DCC boosters are used to power large club sized layouts, or layouts that operate lots of locomotives at the same time. For most home sized layouts, boosters are not necessary. Boosters are not used for accessories or turnout motors. Those things need their own old fashioned DC power supply, separate from the DCC system, which is only used to run trains, whether you have a booster or not.

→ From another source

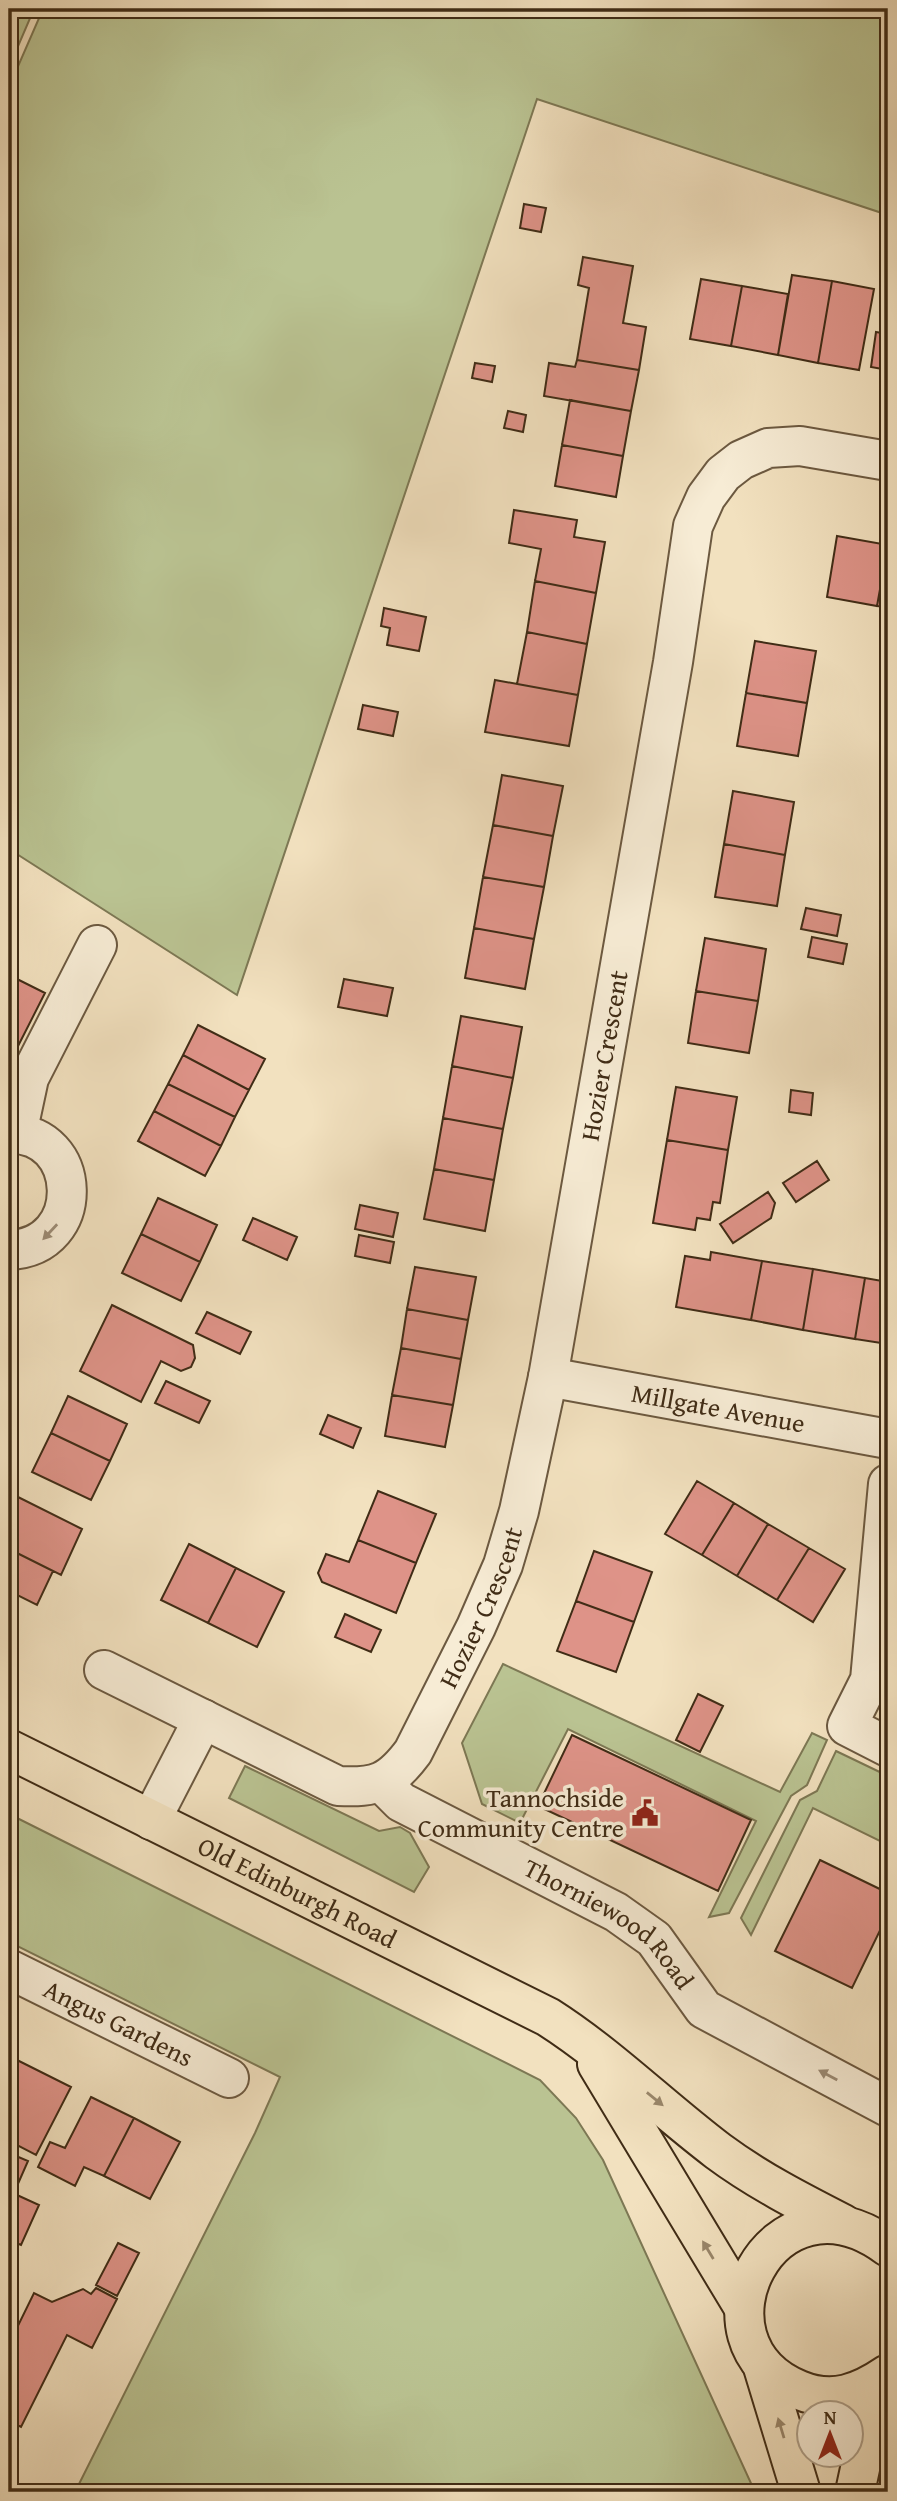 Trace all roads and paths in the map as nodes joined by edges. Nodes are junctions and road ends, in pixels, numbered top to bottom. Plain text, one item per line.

The prior responses regarding bus wires and feeder wires every six feet or so, concern lowering the electrical RESISTANCE of your track. Lower resistance means less power is needed. Each locomotive, sound generating DCC decoder, and lighted car on the rails has some resistance. It's better if the track they all ride on presents as little resistance as possible. That's where bus wires come in. Using 14 Gage wires that run parallel to each rail, lowers the resistance substantially. With a feeder wire every six feet, your locomotives will never be very far from a low resistance source of adequate power. The rail joiners along the line can corrode and become resistance sources themselves. The bus and feeder wire network bypasses all rail joiners as electrical conductors and lets them do only what they do best, keeping the rail ends joined mechanically. 
So, I add my recommendation to the others. Before going out and buying a very expensive booster, that you probably don't even need, wire your layout with big bus wires under the table, and smaller feeder wires between each bus wire and its mating rail every six feet. I think you will find that you don't need more power captain.

Traction Fan :smilie_daumenpos:


----------